=== Begin Enclosure ===

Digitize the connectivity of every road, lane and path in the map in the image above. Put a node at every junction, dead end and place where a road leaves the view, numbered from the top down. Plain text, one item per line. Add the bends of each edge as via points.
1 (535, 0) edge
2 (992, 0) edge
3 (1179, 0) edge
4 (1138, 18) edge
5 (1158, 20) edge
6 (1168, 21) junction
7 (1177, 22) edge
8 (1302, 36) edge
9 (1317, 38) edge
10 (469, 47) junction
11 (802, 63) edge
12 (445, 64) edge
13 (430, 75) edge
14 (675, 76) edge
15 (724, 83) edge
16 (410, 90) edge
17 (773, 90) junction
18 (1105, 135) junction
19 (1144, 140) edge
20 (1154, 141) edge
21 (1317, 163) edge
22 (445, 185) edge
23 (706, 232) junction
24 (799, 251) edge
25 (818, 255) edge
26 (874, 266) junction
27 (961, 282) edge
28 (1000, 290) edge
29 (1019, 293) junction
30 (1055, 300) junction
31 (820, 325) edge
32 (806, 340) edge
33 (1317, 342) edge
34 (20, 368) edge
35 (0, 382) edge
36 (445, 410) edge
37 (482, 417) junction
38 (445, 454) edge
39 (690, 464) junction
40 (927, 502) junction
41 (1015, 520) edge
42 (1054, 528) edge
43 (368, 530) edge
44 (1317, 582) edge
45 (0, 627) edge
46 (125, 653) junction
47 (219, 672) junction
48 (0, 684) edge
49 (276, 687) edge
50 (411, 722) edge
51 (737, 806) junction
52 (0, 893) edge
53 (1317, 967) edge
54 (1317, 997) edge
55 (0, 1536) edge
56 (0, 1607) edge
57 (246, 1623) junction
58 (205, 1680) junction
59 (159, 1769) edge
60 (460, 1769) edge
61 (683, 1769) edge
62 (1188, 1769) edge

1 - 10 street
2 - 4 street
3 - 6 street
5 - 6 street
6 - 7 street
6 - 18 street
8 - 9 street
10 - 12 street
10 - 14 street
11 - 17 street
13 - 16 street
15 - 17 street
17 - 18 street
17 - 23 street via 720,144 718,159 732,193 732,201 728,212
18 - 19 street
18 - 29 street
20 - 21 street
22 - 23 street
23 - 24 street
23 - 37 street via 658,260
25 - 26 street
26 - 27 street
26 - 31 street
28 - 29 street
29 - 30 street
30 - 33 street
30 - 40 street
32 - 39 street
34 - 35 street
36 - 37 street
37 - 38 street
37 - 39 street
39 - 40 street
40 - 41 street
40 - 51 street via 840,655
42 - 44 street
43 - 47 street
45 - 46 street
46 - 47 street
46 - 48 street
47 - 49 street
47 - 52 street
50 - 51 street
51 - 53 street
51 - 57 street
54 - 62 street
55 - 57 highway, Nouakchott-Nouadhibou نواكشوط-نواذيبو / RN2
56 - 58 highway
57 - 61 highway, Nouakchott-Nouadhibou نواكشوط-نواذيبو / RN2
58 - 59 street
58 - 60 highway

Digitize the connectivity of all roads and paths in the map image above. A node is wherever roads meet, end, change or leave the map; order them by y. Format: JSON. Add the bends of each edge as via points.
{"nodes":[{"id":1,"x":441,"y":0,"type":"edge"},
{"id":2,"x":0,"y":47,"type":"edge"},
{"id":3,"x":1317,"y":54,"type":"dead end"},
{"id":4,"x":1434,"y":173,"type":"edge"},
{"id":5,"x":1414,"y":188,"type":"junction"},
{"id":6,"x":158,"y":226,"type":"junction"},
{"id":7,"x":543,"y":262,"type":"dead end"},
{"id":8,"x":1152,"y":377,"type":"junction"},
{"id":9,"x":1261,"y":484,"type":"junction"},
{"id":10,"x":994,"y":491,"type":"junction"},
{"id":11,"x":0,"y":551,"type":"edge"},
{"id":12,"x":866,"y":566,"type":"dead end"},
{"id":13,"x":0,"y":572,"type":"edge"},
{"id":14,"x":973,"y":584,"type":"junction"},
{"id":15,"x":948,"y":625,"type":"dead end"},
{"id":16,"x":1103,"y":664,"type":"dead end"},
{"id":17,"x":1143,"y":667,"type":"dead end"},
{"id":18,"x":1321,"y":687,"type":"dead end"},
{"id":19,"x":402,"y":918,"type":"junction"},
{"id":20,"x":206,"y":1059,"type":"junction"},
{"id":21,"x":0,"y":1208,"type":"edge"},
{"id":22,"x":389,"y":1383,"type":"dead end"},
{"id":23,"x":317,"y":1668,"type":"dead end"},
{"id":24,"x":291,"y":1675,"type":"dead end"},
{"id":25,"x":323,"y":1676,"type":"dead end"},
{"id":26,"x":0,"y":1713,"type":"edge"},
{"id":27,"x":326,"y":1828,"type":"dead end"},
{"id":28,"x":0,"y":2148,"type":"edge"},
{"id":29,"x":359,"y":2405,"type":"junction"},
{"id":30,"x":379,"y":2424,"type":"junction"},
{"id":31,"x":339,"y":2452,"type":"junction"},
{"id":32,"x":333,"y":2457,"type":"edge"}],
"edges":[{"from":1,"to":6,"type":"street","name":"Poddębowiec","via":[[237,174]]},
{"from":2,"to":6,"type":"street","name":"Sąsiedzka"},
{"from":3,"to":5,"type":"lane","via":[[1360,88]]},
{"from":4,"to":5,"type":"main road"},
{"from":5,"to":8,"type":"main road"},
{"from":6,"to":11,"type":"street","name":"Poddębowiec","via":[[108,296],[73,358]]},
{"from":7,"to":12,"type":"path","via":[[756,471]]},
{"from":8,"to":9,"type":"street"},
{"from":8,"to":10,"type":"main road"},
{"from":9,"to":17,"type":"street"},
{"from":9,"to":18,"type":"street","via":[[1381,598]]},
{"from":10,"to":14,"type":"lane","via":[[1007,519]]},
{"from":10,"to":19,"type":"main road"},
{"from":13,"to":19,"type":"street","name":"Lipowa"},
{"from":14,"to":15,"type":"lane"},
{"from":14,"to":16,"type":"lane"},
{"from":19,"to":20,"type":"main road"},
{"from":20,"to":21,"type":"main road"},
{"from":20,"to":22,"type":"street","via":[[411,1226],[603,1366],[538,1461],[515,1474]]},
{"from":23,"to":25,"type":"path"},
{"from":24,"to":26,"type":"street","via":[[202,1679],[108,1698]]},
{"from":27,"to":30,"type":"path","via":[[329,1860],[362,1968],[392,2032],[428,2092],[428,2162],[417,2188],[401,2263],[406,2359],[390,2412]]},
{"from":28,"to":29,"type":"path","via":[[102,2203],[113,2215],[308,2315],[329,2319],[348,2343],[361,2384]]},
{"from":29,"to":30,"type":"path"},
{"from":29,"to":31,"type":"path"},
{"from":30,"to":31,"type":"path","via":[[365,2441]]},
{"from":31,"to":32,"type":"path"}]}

=== End Enclosure ===

- Required action -
Copy the entries word for word.

- Response to the exercise -
Digitize the connectivity of every road, lane and path in the map in the image above. Put a node at every junction, dead end and place where a road leaves the view, numbered from the top down. Plain text, one item per line. Add the bends of each edge as via points.
1 (535, 0) edge
2 (992, 0) edge
3 (1179, 0) edge
4 (1138, 18) edge
5 (1158, 20) edge
6 (1168, 21) junction
7 (1177, 22) edge
8 (1302, 36) edge
9 (1317, 38) edge
10 (469, 47) junction
11 (802, 63) edge
12 (445, 64) edge
13 (430, 75) edge
14 (675, 76) edge
15 (724, 83) edge
16 (410, 90) edge
17 (773, 90) junction
18 (1105, 135) junction
19 (1144, 140) edge
20 (1154, 141) edge
21 (1317, 163) edge
22 (445, 185) edge
23 (706, 232) junction
24 (799, 251) edge
25 (818, 255) edge
26 (874, 266) junction
27 (961, 282) edge
28 (1000, 290) edge
29 (1019, 293) junction
30 (1055, 300) junction
31 (820, 325) edge
32 (806, 340) edge
33 (1317, 342) edge
34 (20, 368) edge
35 (0, 382) edge
36 (445, 410) edge
37 (482, 417) junction
38 (445, 454) edge
39 (690, 464) junction
40 (927, 502) junction
41 (1015, 520) edge
42 (1054, 528) edge
43 (368, 530) edge
44 (1317, 582) edge
45 (0, 627) edge
46 (125, 653) junction
47 (219, 672) junction
48 (0, 684) edge
49 (276, 687) edge
50 (411, 722) edge
51 (737, 806) junction
52 (0, 893) edge
53 (1317, 967) edge
54 (1317, 997) edge
55 (0, 1536) edge
56 (0, 1607) edge
57 (246, 1623) junction
58 (205, 1680) junction
59 (159, 1769) edge
60 (460, 1769) edge
61 (683, 1769) edge
62 (1188, 1769) edge

1 - 10 street
2 - 4 street
3 - 6 street
5 - 6 street
6 - 7 street
6 - 18 street
8 - 9 street
10 - 12 street
10 - 14 street
11 - 17 street
13 - 16 street
15 - 17 street
17 - 18 street
17 - 23 street via 720,144 718,159 732,193 732,201 728,212
18 - 19 street
18 - 29 street
20 - 21 street
22 - 23 street
23 - 24 street
23 - 37 street via 658,260
25 - 26 street
26 - 27 street
26 - 31 street
28 - 29 street
29 - 30 street
30 - 33 street
30 - 40 street
32 - 39 street
34 - 35 street
36 - 37 street
37 - 38 street
37 - 39 street
39 - 40 street
40 - 41 street
40 - 51 street via 840,655
42 - 44 street
43 - 47 street
45 - 46 street
46 - 47 street
46 - 48 street
47 - 49 street
47 - 52 street
50 - 51 street
51 - 53 street
51 - 57 street
54 - 62 street
55 - 57 highway, Nouakchott-Nouadhibou نواكشوط-نواذيبو / RN2
56 - 58 highway
57 - 61 highway, Nouakchott-Nouadhibou نواكشوط-نواذيبو / RN2
58 - 59 street
58 - 60 highway

Digitize the connectivity of all roads and paths in the map image above. A node is wherever roads meet, end, change or leave the map; order them by y. Format: JSON. Add the bends of each edge as via points.
{"nodes":[{"id":1,"x":441,"y":0,"type":"edge"},
{"id":2,"x":0,"y":47,"type":"edge"},
{"id":3,"x":1317,"y":54,"type":"dead end"},
{"id":4,"x":1434,"y":173,"type":"edge"},
{"id":5,"x":1414,"y":188,"type":"junction"},
{"id":6,"x":158,"y":226,"type":"junction"},
{"id":7,"x":543,"y":262,"type":"dead end"},
{"id":8,"x":1152,"y":377,"type":"junction"},
{"id":9,"x":1261,"y":484,"type":"junction"},
{"id":10,"x":994,"y":491,"type":"junction"},
{"id":11,"x":0,"y":551,"type":"edge"},
{"id":12,"x":866,"y":566,"type":"dead end"},
{"id":13,"x":0,"y":572,"type":"edge"},
{"id":14,"x":973,"y":584,"type":"junction"},
{"id":15,"x":948,"y":625,"type":"dead end"},
{"id":16,"x":1103,"y":664,"type":"dead end"},
{"id":17,"x":1143,"y":667,"type":"dead end"},
{"id":18,"x":1321,"y":687,"type":"dead end"},
{"id":19,"x":402,"y":918,"type":"junction"},
{"id":20,"x":206,"y":1059,"type":"junction"},
{"id":21,"x":0,"y":1208,"type":"edge"},
{"id":22,"x":389,"y":1383,"type":"dead end"},
{"id":23,"x":317,"y":1668,"type":"dead end"},
{"id":24,"x":291,"y":1675,"type":"dead end"},
{"id":25,"x":323,"y":1676,"type":"dead end"},
{"id":26,"x":0,"y":1713,"type":"edge"},
{"id":27,"x":326,"y":1828,"type":"dead end"},
{"id":28,"x":0,"y":2148,"type":"edge"},
{"id":29,"x":359,"y":2405,"type":"junction"},
{"id":30,"x":379,"y":2424,"type":"junction"},
{"id":31,"x":339,"y":2452,"type":"junction"},
{"id":32,"x":333,"y":2457,"type":"edge"}],
"edges":[{"from":1,"to":6,"type":"street","name":"Poddębowiec","via":[[237,174]]},
{"from":2,"to":6,"type":"street","name":"Sąsiedzka"},
{"from":3,"to":5,"type":"lane","via":[[1360,88]]},
{"from":4,"to":5,"type":"main road"},
{"from":5,"to":8,"type":"main road"},
{"from":6,"to":11,"type":"street","name":"Poddębowiec","via":[[108,296],[73,358]]},
{"from":7,"to":12,"type":"path","via":[[756,471]]},
{"from":8,"to":9,"type":"street"},
{"from":8,"to":10,"type":"main road"},
{"from":9,"to":17,"type":"street"},
{"from":9,"to":18,"type":"street","via":[[1381,598]]},
{"from":10,"to":14,"type":"lane","via":[[1007,519]]},
{"from":10,"to":19,"type":"main road"},
{"from":13,"to":19,"type":"street","name":"Lipowa"},
{"from":14,"to":15,"type":"lane"},
{"from":14,"to":16,"type":"lane"},
{"from":19,"to":20,"type":"main road"},
{"from":20,"to":21,"type":"main road"},
{"from":20,"to":22,"type":"street","via":[[411,1226],[603,1366],[538,1461],[515,1474]]},
{"from":23,"to":25,"type":"path"},
{"from":24,"to":26,"type":"street","via":[[202,1679],[108,1698]]},
{"from":27,"to":30,"type":"path","via":[[329,1860],[362,1968],[392,2032],[428,2092],[428,2162],[417,2188],[401,2263],[406,2359],[390,2412]]},
{"from":28,"to":29,"type":"path","via":[[102,2203],[113,2215],[308,2315],[329,2319],[348,2343],[361,2384]]},
{"from":29,"to":30,"type":"path"},
{"from":29,"to":31,"type":"path"},
{"from":30,"to":31,"type":"path","via":[[365,2441]]},
{"from":31,"to":32,"type":"path"}]}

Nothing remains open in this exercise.